Israel and the Occupied Palestinian Territories

15 May 2020
Risk Level: Serious Concern

Recurring armed conflict between Israel, Hamas and other Palestinian armed groups poses an ongoing threat to civilians in Israel and the Occupied Palestinian Territories.


Impunity for violations of international law and the failure to reach a comprehensive peace agreement has contributed to recurring armed conflict between Israel and the Hamas de-facto administration in Gaza.

Israel and Hamas have fought three wars since 2008. The last war broke out during July 2014 when the IDF launched an offensive to halt indiscriminate rocket fire from Gaza. The 50-day conflict led to the death of over 1,500 civilians and the displacement of 500,000 Palestinians. Since then intermittent exchanges of rocket fire and airstrikes have continued.

For 13 years the humanitarian crisis in Gaza has been exacerbated by an ongoing air, sea and land blockade by Israel. An estimated 1.7 million people in the Occupied Palestinian Territories (OPT) are food insecure. On 25 August 2019, in response to new rocket attacks, Israeli Prime Minister Benjamin Netanyahu ordered the military to cut fuel transfers to Gaza in half, exacerbating the electricity crisis in Gaza. Hamas security forces in Gaza have also committed grave abuses against Palestinian civilians, including arbitrary arrests, summary executions and torture.

Illegal Israeli settlements, prohibited under international law, also continue to expand in the West Bank, including East Jerusalem. According to the UN Office for the Coordination of Humanitarian Affairs, over 623 Palestinian-owned structures were demolished or seized by Israeli government authorities during 2019 and an additional 167 have been demolished so far this year. A new unity government in Israel – led by Netanyahu and Benny Gantz – has agreed on plans to annex parts of the West Bank. Under international law annexation amounts to a prohibited act of aggression.

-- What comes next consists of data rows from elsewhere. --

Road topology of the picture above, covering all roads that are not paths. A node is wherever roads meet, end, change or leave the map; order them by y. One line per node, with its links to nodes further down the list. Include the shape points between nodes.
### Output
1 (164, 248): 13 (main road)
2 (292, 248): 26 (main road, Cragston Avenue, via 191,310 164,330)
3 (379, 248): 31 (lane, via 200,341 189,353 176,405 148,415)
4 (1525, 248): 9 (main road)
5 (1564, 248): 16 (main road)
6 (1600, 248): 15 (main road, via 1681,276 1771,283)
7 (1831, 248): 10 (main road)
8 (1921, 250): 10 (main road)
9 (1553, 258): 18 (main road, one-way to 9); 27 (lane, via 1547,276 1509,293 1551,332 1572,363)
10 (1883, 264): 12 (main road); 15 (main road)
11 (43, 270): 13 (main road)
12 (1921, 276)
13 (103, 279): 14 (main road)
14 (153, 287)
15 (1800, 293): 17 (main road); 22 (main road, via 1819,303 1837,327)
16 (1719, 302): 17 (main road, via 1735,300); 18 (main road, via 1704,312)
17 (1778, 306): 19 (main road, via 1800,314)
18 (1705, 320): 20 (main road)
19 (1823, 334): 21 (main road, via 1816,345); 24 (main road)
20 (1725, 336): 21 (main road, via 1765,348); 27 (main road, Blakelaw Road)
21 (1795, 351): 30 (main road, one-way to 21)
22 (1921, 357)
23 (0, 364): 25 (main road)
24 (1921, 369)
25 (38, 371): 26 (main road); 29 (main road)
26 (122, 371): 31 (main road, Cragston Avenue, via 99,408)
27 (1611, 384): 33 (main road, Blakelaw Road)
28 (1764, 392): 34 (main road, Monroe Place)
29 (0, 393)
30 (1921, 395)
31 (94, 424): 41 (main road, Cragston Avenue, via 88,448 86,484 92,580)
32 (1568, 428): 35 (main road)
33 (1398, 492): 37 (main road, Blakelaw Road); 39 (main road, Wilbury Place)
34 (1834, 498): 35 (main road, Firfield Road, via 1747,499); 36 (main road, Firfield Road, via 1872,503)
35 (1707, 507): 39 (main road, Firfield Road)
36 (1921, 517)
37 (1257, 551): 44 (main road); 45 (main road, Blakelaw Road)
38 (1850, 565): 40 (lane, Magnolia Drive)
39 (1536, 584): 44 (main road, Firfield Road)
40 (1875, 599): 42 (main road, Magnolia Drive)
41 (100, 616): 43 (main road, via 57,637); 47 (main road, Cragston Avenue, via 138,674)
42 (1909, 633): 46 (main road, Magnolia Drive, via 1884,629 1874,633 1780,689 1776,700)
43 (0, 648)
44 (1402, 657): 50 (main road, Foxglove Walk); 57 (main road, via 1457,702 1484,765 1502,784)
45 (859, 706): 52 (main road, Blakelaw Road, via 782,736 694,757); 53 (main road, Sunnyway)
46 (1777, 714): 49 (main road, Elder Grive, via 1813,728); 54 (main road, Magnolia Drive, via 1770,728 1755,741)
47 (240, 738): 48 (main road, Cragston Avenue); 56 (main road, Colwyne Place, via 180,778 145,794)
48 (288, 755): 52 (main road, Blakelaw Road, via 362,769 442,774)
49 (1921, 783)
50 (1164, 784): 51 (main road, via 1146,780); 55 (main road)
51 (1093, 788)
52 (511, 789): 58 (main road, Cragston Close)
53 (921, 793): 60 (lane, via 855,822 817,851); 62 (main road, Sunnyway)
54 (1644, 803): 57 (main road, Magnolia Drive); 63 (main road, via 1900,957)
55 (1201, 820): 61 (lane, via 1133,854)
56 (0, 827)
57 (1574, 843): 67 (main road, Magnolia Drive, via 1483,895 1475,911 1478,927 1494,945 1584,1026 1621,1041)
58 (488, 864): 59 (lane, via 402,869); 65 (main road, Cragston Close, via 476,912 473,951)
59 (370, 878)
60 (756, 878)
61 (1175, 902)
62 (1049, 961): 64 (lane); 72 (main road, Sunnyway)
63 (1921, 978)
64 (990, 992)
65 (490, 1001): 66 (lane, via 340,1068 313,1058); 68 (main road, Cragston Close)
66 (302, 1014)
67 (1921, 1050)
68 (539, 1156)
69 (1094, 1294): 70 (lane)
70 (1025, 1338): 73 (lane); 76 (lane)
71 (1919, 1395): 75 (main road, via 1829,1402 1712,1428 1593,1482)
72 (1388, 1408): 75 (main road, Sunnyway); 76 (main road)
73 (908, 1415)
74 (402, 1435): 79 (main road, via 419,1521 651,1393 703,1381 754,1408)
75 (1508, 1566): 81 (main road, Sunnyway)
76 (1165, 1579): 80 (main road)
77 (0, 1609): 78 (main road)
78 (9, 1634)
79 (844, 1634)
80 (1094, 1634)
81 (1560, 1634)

On 24 January United States (US) government released a “Middle East Peace Plan” endorsed by the Israeli government. The plan contains no right of return for Palestinian refugees and proposes an undivided Jerusalem as Israel’s capital and Israeli sovereignty over settlements in the West Bank. Palestinian leadership and members of the international community condemned the plan.


Previous attacks on civilians in Gaza and Israel violate International Humanitarian Law (IHL) and International Human Rights Law and may constitute war crimes or crimes against humanity. No Israeli or Hamas officials have been held accountable for unlawful attacks committed during the 2014 war, perpetuating a climate of impunity.

The systematic nature of human rights violations in the OPT may amount to possible crimes against humanity. Article 49 of the Fourth Geneva Convention prohibits an occupying power from transferring parts of its civilian population into occupied territory. Illegal Israeli settlements are in violation of this provision and have contributed to the volatile situation in the West Bank. Israel’s military blockade of Gaza is also a potentially illegal form of collective punishment of Gaza’s 1.8 million inhabitants.

In the absence of a meaningful peace process, conflict between Israel and Palestinian armed groups is likely to result in recurring armed hostilities. The provisions included in the US plan are in violation of international law as well as numerous UN Security Council (UNSC) resolutions.

Despite ongoing political conflict over sovereignty and the OPT’s future, Israel, the Hamas de-facto administration and the Palestinian Authority are obligated to uphold their responsibility to protect.


Following Palestine’s accession to the Rome Statute in January 2015, the Chief Prosecutor of the International Criminal Court (ICC) announced the opening of a preliminary examination into the situation in Palestine. On 22 May 2018 the Palestinian Authority referred the situation in Gaza to the ICC. On 20 December 2019 the Chief Prosecutor concluded that there is a reasonable basis to proceed with an investigation into the situation in Palestine.

On 23 December 2016 the UNSC adopted a resolution reaffirming that Israeli settlements in the OPT constitute a violation of international law. This was the first UNSC resolution adopted on Israel and the OPT since 2009.

On 6 December 2019 the UN General Assembly failed to adopt a resolution condemning attacks by Hamas on Israel, falling short of the necessary two-thirds majority.


All parties to the Israeli-Palestinian conflict must work towards a sustainable political solution consistent with international law and numerous UNSC resolutions.

Israel must lift the blockade on Gaza, cease illegal settlement-related activity and annexation plans. The Palestinian Authority must help end indiscriminate attacks on Israeli civilians and rigorously prosecute those responsible. The Hamas de-facto administration in Gaza must permanently halt indiscriminate rocket attacks on Israel. All parties should condemn anti-Semitic and anti-Arab hate speech and cooperate fully with the preliminary examination of the ICC.

States with strong political and economic ties to Israel, the Palestinian Authority or Hamas should push for a lasting political solution to the Israeli-Palestinian conflict, accountability for potential war crimes and crimes against humanity, strict adherence to IHL, and the protection of human rights for all civilians in Israel and the OPT regardless of ethnicity or religion.